But the commission said any EU-level response to the foiled attack cannot undermine the Schengen passport-free travel between the 26 participating member states.

“We have to take measures which are necessary but we don’t want to overreact, which could turn out to be counter-productive, so we have to respect proportionality”, said Adamowicz.

Ayoub el-Khazzani, a 26-year old Moroccan, boarded the Thalys train armed with AK-47 assault rifle and automatic pistol on Friday at the Midi station in Brussels.

Passengers wrestled the suspected Islamist to the ground as he was loading the assault rifle after the train crew barricade itself in an adjoining staff room.

Thalys noted that two of its agents had also assisted in taking down el-Khazzani.

Adapting Schengen

Charles Michel, Belgium’s prime minister, has since called for an emergency meeting with France, Germany and the Netherlands.

His office said the talks would revolve around ideas on "how to reinforce anti-terrorist measures, notably identity and baggage controls”.

Michel in a tweet was quoted as suggesting that new border control rules may need to be adopted despite the Schengen rules.

His spokesperson Frederic Cauderlier told this website that the controls won’t undermine Schengen but must be adapted to confront the reality of terrorism.

“Yes to the free movement of people but No to free movement of people armed with Kalashnikovs,” he said.

Cauderlier said neighbouring countries like Germany, France, Luxembourg and the Netherlands “tell us the same thing, they are conscious that we must reinforce border control checks. But let me very clear, we do not question Schengen.”
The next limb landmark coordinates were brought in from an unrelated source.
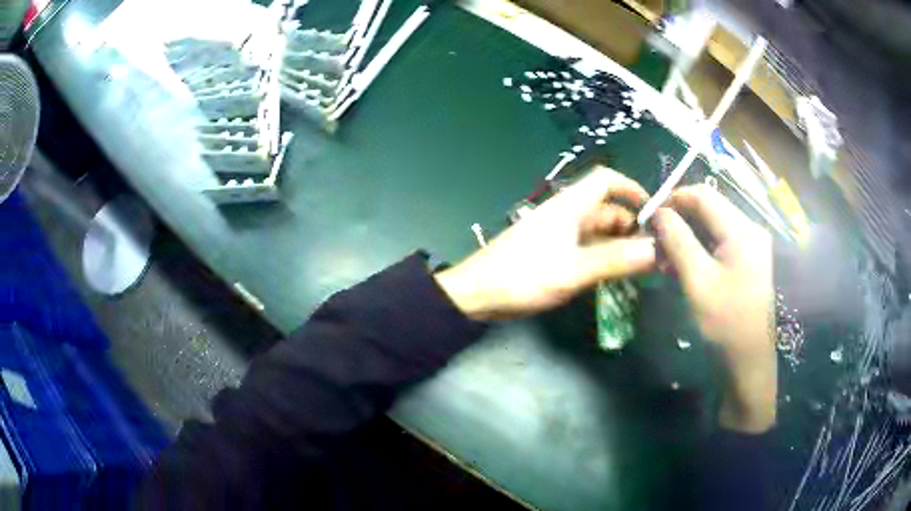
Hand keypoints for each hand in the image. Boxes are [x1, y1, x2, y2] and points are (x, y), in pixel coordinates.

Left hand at [435, 166, 656, 320]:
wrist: (478, 294)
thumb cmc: (524, 275)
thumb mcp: (573, 269)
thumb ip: (615, 259)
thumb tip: (657, 250)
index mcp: (570, 205)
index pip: (606, 180)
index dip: (632, 188)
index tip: (655, 212)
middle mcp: (567, 214)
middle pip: (607, 209)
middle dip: (632, 225)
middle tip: (656, 251)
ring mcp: (559, 233)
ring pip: (598, 231)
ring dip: (619, 244)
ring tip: (642, 266)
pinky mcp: (553, 252)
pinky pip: (586, 247)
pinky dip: (604, 256)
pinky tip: (615, 274)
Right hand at [653, 184, 775, 432]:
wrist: (751, 360)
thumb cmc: (727, 322)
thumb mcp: (698, 281)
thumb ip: (678, 241)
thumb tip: (659, 213)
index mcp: (741, 230)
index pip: (702, 195)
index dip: (673, 198)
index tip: (650, 216)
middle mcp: (750, 229)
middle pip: (709, 209)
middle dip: (679, 219)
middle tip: (655, 241)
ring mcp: (752, 246)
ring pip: (713, 227)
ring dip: (688, 236)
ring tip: (666, 258)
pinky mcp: (750, 261)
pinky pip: (721, 244)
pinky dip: (700, 249)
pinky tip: (684, 267)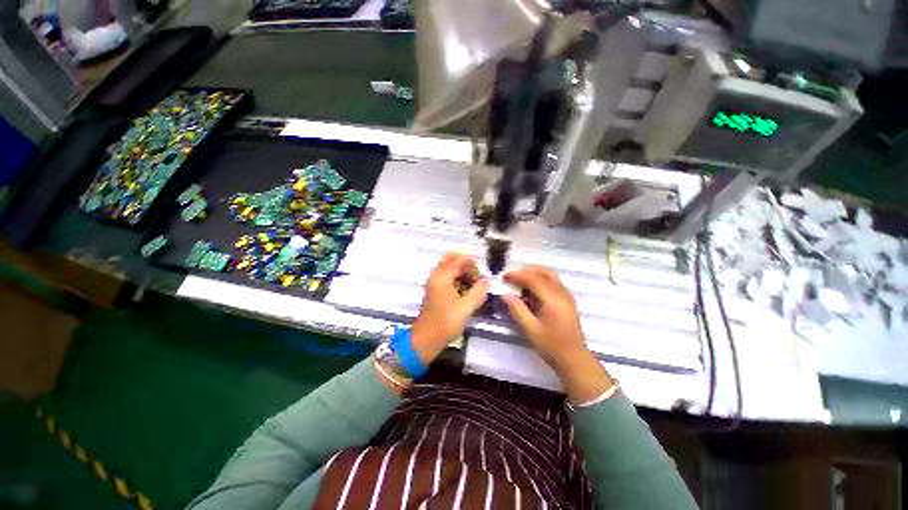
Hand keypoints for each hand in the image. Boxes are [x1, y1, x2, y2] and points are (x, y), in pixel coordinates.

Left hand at [411, 252, 489, 364]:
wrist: (425, 339)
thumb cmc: (445, 323)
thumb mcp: (466, 308)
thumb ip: (479, 292)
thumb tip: (488, 281)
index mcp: (442, 277)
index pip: (460, 259)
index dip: (474, 266)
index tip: (481, 280)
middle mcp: (436, 275)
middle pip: (453, 258)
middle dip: (467, 266)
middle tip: (476, 279)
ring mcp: (433, 281)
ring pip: (449, 266)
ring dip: (462, 272)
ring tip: (473, 286)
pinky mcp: (434, 289)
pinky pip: (446, 275)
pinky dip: (457, 278)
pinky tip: (464, 291)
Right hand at [502, 266, 614, 403]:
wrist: (574, 359)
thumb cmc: (551, 345)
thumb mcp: (530, 329)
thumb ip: (517, 309)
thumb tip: (505, 294)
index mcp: (553, 299)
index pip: (534, 279)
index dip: (518, 275)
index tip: (504, 275)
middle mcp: (562, 293)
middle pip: (544, 272)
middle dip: (526, 270)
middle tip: (512, 276)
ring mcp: (566, 295)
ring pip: (550, 275)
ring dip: (534, 273)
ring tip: (520, 280)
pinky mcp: (567, 300)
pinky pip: (553, 282)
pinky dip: (541, 279)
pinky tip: (531, 289)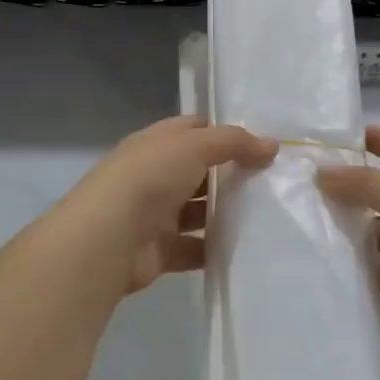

He said borders won’t be closed and no X-ray machines will be installed at train stations. Instead, he said only spot-check controls will be imposed.

“It is impossible for us to check the IDs of every passenger in trains or planes inside the Schengen zone,” he said.

Sensitive issue

He said French-Belgian cooperation will also get a boost, including sending in more police patrols in Paris and Brussels stations.

The issue of identity checks is sensitive given the strict EU rules on free movement.

Systematic border control checks are outlawed but member states can, in case of serious threat to internal or public security, reintroduce them for a period of up to 30 days.

“Security checks that are conducted for the purpose of railway security can be compatible within the Schengen framework if they do not have an effect equivalent to border checks,” said EU commission spokesperson Christian Wiegand.

Asked to specify, Wiegand said any police border checks must be targeted on known actions.

He said ID checks on trains are possible but only “if they do not have an equivalent to border checks.”